| INFORMATION SHOWN |
───
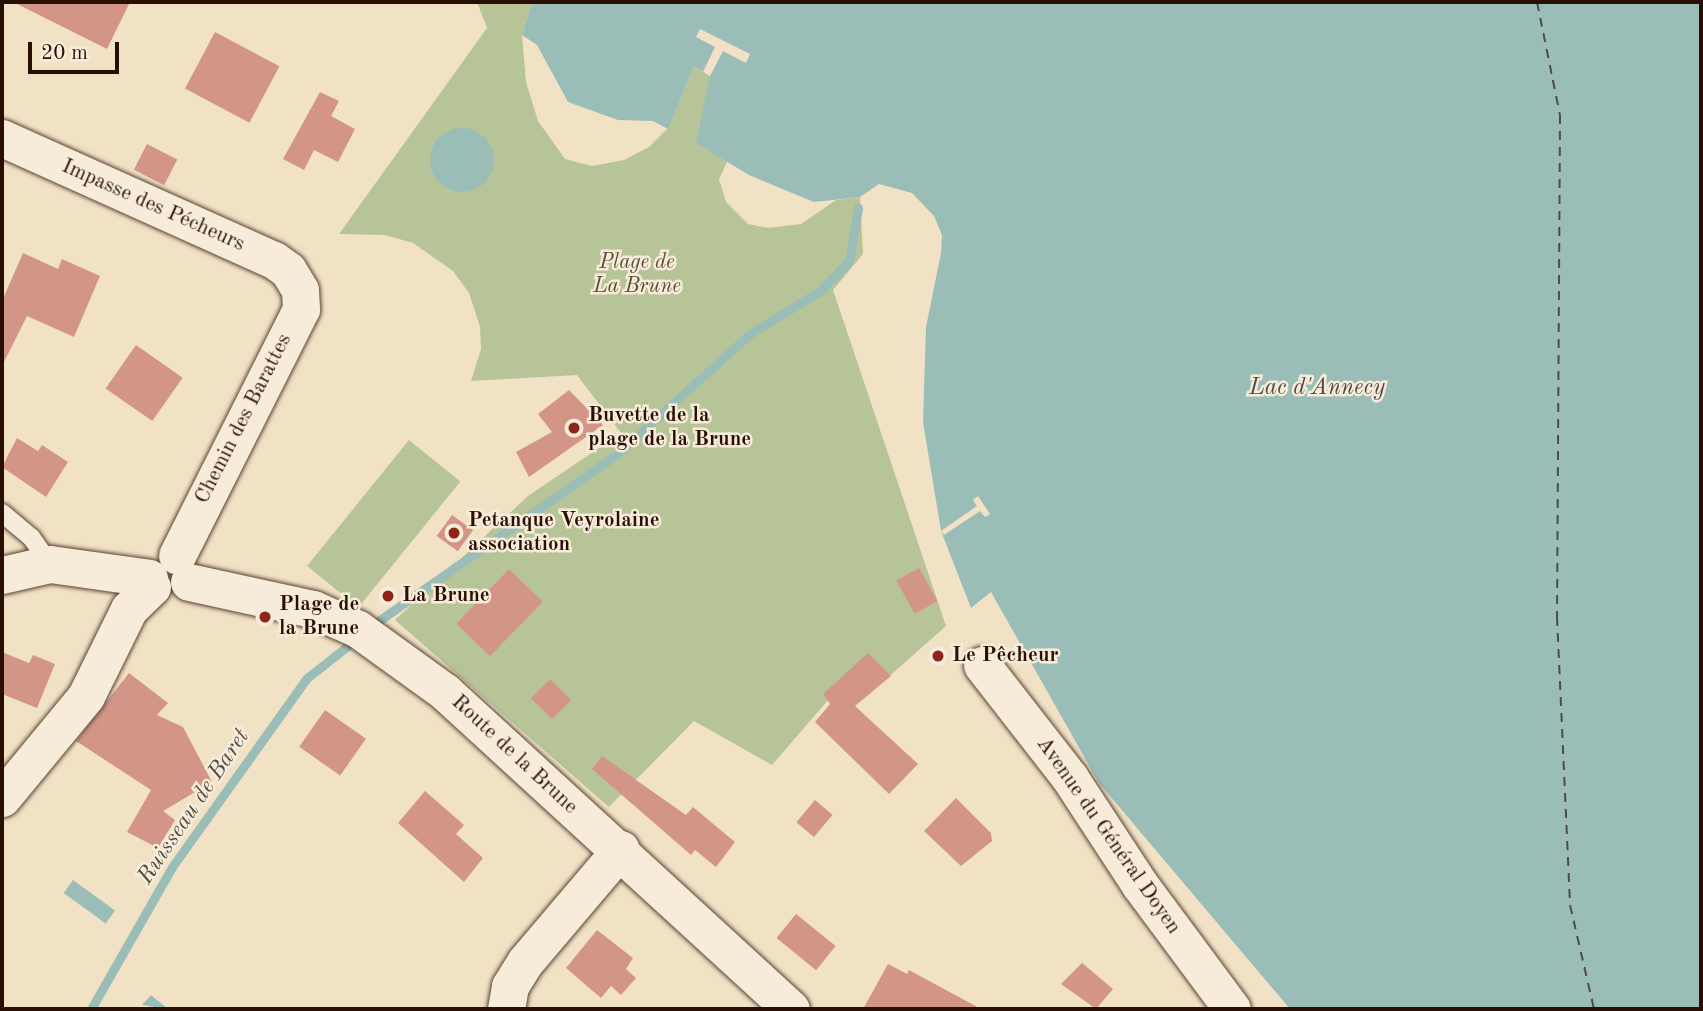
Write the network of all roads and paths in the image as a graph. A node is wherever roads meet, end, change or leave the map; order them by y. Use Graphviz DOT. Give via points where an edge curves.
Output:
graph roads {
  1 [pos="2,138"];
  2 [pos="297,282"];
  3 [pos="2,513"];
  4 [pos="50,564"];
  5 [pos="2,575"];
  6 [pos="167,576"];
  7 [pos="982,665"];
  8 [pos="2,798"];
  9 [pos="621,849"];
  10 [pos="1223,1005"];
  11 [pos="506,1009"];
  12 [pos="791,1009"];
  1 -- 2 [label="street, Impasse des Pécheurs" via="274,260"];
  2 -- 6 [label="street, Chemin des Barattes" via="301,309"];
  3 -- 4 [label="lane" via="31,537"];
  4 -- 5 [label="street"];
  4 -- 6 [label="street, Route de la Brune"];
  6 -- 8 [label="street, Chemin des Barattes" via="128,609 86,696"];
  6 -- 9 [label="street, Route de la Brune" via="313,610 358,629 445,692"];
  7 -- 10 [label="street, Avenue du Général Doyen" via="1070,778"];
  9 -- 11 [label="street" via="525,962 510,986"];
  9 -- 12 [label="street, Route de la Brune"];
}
───
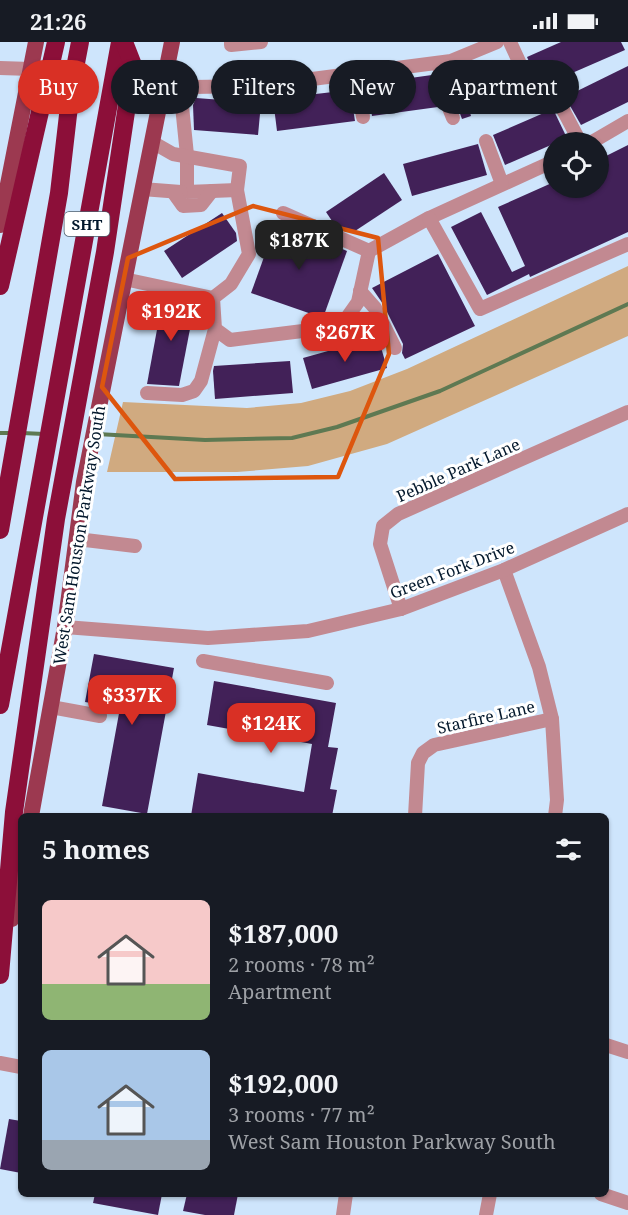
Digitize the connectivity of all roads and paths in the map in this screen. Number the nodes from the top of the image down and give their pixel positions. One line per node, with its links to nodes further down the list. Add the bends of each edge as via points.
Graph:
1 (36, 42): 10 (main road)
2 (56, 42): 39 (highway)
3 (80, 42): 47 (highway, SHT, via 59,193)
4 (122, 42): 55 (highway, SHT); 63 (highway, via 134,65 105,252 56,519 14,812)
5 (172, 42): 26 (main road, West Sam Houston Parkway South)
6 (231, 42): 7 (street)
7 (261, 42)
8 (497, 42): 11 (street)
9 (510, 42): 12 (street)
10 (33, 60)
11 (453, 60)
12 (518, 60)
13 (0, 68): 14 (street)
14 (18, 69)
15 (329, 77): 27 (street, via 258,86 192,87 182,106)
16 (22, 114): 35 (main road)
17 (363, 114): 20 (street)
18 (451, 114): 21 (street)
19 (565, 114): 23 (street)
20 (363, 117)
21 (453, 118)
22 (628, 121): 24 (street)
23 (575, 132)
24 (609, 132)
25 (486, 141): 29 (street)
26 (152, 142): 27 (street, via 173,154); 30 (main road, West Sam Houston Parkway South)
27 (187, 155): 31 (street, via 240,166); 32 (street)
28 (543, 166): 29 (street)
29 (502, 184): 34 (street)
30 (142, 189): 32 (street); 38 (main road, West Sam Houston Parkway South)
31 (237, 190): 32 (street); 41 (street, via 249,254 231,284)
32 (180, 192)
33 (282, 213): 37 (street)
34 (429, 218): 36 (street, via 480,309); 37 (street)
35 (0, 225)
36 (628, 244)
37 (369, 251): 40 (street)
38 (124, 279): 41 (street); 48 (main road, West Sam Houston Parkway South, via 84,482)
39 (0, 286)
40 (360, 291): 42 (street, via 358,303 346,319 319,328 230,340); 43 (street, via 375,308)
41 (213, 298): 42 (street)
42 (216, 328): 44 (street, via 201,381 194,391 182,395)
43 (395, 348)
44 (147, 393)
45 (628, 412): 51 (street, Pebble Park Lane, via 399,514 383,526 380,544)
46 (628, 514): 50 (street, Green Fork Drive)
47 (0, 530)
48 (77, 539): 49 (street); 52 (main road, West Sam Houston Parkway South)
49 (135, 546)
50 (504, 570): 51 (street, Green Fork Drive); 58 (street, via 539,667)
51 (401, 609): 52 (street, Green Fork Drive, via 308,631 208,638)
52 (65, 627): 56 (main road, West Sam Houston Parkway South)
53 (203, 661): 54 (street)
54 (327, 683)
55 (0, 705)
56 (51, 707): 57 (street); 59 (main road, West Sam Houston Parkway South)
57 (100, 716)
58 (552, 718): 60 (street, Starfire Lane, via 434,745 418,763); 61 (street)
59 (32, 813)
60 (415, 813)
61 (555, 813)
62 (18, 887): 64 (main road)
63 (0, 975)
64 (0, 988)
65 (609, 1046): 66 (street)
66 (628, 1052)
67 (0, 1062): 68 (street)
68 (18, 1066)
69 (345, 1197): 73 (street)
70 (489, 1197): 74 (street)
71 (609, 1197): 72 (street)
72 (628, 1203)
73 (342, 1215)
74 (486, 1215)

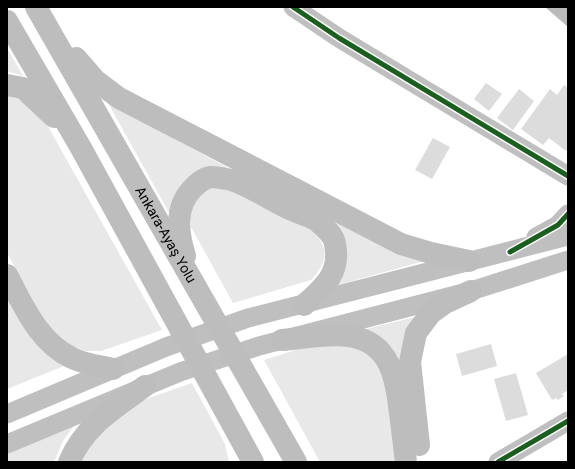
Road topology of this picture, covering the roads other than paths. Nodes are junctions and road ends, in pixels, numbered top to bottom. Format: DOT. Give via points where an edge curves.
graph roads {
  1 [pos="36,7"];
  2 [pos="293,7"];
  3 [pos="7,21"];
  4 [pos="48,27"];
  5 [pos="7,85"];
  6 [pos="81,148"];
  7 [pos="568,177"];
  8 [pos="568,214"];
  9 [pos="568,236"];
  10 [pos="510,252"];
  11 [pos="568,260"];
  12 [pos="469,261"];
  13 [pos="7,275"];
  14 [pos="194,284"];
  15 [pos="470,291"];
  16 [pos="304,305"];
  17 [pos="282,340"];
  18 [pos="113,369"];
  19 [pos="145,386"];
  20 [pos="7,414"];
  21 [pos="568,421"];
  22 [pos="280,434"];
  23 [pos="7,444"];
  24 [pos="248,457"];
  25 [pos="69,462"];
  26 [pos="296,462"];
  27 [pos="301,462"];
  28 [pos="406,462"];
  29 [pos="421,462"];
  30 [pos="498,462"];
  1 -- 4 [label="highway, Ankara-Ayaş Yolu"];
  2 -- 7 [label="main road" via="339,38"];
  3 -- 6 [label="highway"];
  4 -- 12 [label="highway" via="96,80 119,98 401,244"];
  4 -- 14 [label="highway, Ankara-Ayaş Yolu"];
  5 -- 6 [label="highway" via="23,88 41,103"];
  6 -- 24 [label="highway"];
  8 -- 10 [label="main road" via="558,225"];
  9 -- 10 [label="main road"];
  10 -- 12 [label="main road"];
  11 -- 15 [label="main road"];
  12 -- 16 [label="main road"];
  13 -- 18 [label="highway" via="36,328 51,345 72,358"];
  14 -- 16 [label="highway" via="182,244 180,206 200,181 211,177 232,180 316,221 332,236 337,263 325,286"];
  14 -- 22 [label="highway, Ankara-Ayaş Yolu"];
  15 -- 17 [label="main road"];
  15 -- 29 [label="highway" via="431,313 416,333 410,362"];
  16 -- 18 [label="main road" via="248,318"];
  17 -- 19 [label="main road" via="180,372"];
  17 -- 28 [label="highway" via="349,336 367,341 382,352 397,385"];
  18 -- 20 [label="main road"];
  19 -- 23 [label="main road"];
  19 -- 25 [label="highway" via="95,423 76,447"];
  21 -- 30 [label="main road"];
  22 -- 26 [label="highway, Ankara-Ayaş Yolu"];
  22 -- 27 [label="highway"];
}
───
| YOUR TASK |
Where a line of the material above holds the string "image", copy that line.

| TASK SOLUTION |
Write the network of all roads and paths in the image as a graph. A node is wherever roads meet, end, change or leave the map; order them by y. Use Graphviz DOT. Give via points where an edge curves.
Digitize the connectivity of all roads and paths in the map in this screen. Number the nodes from the top of the image down and give their pixel positions. One line per node, with its links to nodes further down the list. Add the bends of each edge as via points.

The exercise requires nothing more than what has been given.